= Problem details =
When a line of the records contains "index", copy it.

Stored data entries
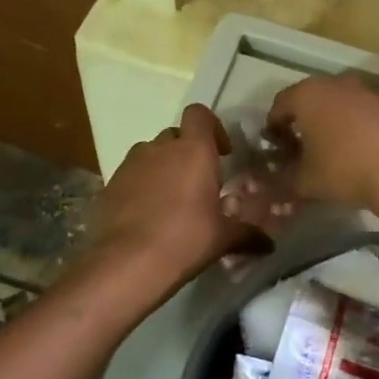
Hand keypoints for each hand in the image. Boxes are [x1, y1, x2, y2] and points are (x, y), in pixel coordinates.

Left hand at [84, 104, 262, 283]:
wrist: (126, 264)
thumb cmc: (185, 241)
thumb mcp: (223, 239)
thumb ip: (248, 234)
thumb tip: (269, 244)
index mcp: (193, 150)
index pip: (199, 114)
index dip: (211, 127)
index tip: (221, 153)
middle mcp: (160, 148)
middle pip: (175, 135)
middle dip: (187, 152)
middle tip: (198, 183)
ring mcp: (130, 164)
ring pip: (150, 154)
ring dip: (162, 168)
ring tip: (171, 200)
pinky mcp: (109, 185)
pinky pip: (130, 176)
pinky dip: (140, 187)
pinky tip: (147, 216)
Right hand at [266, 74, 378, 219]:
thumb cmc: (344, 171)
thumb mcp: (303, 182)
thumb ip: (281, 180)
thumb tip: (273, 183)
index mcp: (309, 95)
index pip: (280, 105)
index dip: (274, 128)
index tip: (276, 150)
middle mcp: (338, 83)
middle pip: (312, 100)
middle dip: (304, 123)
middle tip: (303, 151)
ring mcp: (370, 91)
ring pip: (342, 104)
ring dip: (334, 123)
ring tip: (335, 153)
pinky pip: (368, 114)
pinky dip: (361, 128)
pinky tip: (365, 154)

= Completed exercise =
index mcp: (193, 150)
index pip: (199, 114)
index dip: (211, 127)
index tip: (221, 153)
index mcp: (309, 95)
index pip: (280, 105)
index dip: (274, 128)
index tip: (276, 150)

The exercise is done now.